Sleep surroundings: The sleeping environment can have an important bearing on both types of insomniacs. Noise, an uncomfortable bed, a noisy partner, and light are obvious distractions, but there are others. One often overlooked factor is temperature. Most people sleep more soundly in a cool room. However, wind, changes in barometric pressure, and sudden weather shifts can wake a person up even if the room temperature is ideal.

Sleep surroundings play an especially important role for those who do shift work. An irregular bedtime schedule can upset the body's natural rhythms. Finding or creating a dark, cool, quiet location to sleep will help establish conditions that promote falling asleep despite an irregular schedule.

Herbs for sound sleep
As an herbalist, I find most of my solutions for insomnia in the plant world. I most often recommend reishi mushrooms, hops, valerian, skullcap, passionflower, lemon balm, or kava-kava. The type of herb and the dose depend on a person's specific condition; the dosages listed here are those recommended by the official Commission E of the German government unless otherwise noted.
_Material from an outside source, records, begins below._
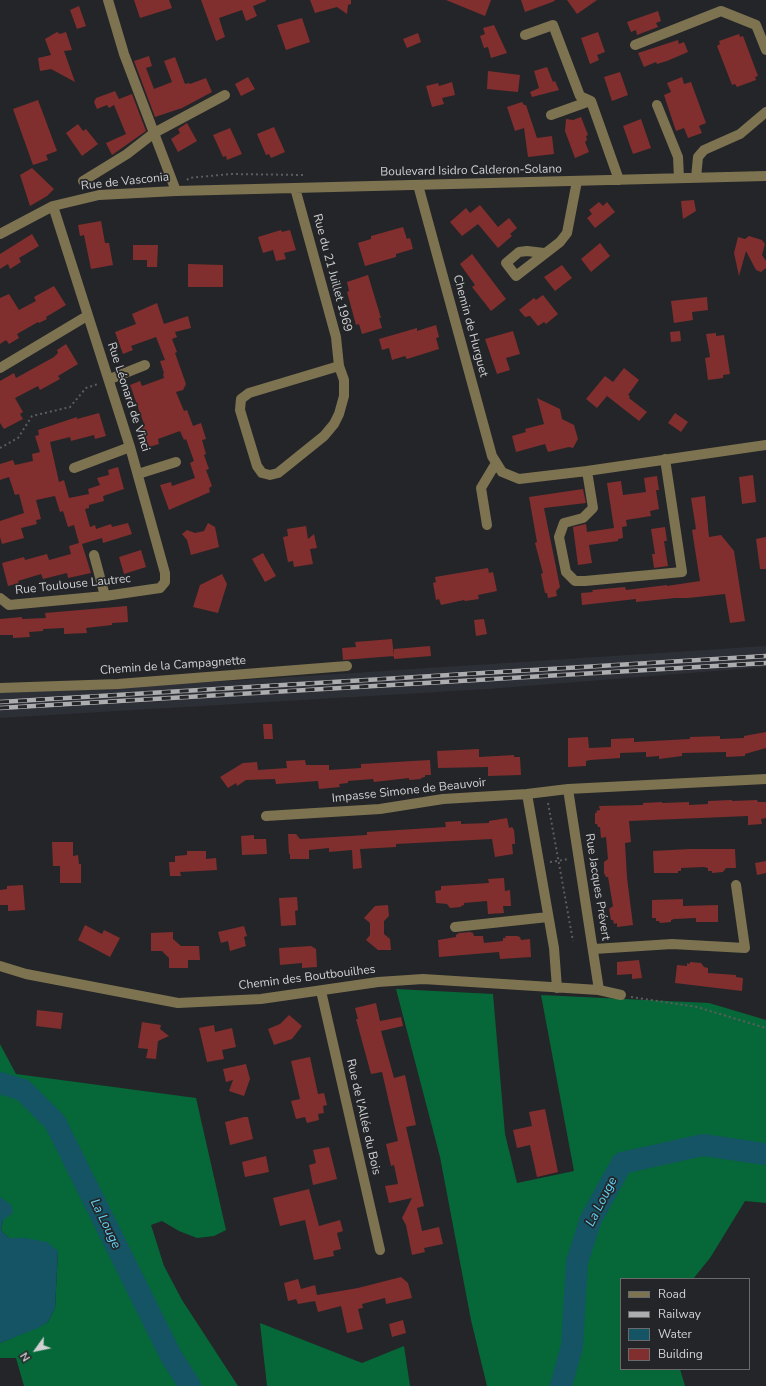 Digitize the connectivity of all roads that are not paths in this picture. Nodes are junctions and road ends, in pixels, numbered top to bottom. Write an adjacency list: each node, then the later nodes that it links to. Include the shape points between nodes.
1 (108, 0): 10 (street, Rue de Vasconia, via 124,54)
2 (525, 35): 6 (street, via 553,25 580,96)
3 (635, 44): 4 (street, via 721,11 756,25)
4 (766, 50)
5 (224, 95): 10 (street, Rue de Vasconia)
6 (590, 101): 9 (street); 14 (street)
7 (657, 105): 12 (street, via 678,158)
8 (766, 112): 13 (street, via 740,134 704,150 698,158)
9 (551, 115)
10 (154, 133): 15 (street, Rue de Vasconia, via 127,154); 19 (street, Rue de Vasconia)
11 (766, 176): 13 (street, Boulevard Isidro Calderon-Solano)
12 (679, 178): 13 (street, Boulevard Isidro Calderon-Solano); 14 (street, Boulevard Isidro Calderon-Solano)
13 (696, 178)
14 (619, 180): 16 (street, Boulevard Isidro Calderon-Solano)
15 (84, 181)
16 (577, 181): 17 (street, Boulevard Isidro Calderon-Solano); 22 (street, via 567,233)
17 (418, 185): 18 (street, Boulevard Isidro Calderon-Solano); 32 (street, Chemin de Hurguet, via 492,456)
18 (295, 188): 19 (street, Boulevard Isidro Calderon-Solano); 25 (street, Rue du 21 Juillet 1969, via 336,337)
19 (176, 191): 20 (street, Rue de Vasconia, via 99,195)
20 (53, 206): 21 (street, Rue de Vasconia); 23 (street, Rue Léonard de Vinci)
21 (0, 234)
22 (544, 254)
23 (87, 316): 26 (street); 27 (street, Rue Léonard de Vinci)
24 (145, 365): 27 (street)
25 (339, 366): 25 (street, Rue du 21 Juillet 1969, via 248,393 241,399 240,410 257,466 262,473 270,476 278,473 324,436 334,424 344,396 344,380)
26 (0, 368)
27 (110, 380): 29 (street, Rue Léonard de Vinci)
28 (766, 445): 30 (street)
29 (130, 447): 33 (street); 35 (street, Rue Léonard de Vinci)
30 (665, 459): 34 (street); 34 (street, via 682,572 585,581 575,580 566,572 559,537 564,523 583,518 593,508)
31 (176, 462): 35 (street)
32 (499, 467): 34 (street, via 519,479); 36 (street, via 481,488)
33 (74, 468)
34 (587, 471)
35 (138, 474): 38 (street, Rue Léonard de Vinci, via 165,573 165,582 160,588)
36 (487, 525)
37 (94, 555): 39 (street)
38 (151, 590): 39 (street, Rue Toulouse Lautrec)
39 (105, 596): 40 (street, Rue Toulouse Lautrec, via 9,605)
40 (0, 598)
41 (347, 666): 42 (street, Chemin de la Campagnette, via 125,683)
42 (0, 688)
43 (766, 778): 44 (street)
44 (568, 789): 45 (street); 50 (street, Rue Jacques Prévert)
45 (527, 794): 46 (street, Impasse Simone de Beauvoir, via 443,799 380,809); 48 (street, via 541,864)
46 (266, 816)
47 (736, 885): 50 (street, via 745,948 672,944)
48 (548, 917): 49 (street); 52 (street, via 554,948)
49 (455, 927)
50 (594, 949): 53 (street, Rue Jacques Prévert)
51 (0, 966): 54 (street, Chemin des Boutbouilhes, via 26,974 178,1003)
52 (557, 988): 53 (street, Chemin des Boutbouilhes); 54 (street, Chemin des Boutbouilhes, via 423,979 378,982)
53 (599, 990): 55 (street, Chemin des Boutbouilhes)
54 (321, 991): 56 (street, Rue de l'Allée du Bois)
55 (621, 995)
56 (380, 1250)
  • Reishi mushroom (Ganoderma lucidum) is the plant material I use most often to relieve insomnia. While it's not traditional in Western herbalism, reishi seems to resolve disturbed shen qi, calm a person during the day, reduce anxiety, help overcome environmental distractions, and regulate sugar metabolism. A tall order for a single herb, but reishi has also been shown to reduce cholesterol and blood pressure, strengthen the heart, and stimulate the immune system.

    Reishi's active ingredients include polysaccharides, which stimulate the immune system, and triterpene acids, which reduce hypertension, among other things. The health benefits of this herb have been demonstrated in many studies, both in the lab and clinic, which gives me great confidence in it.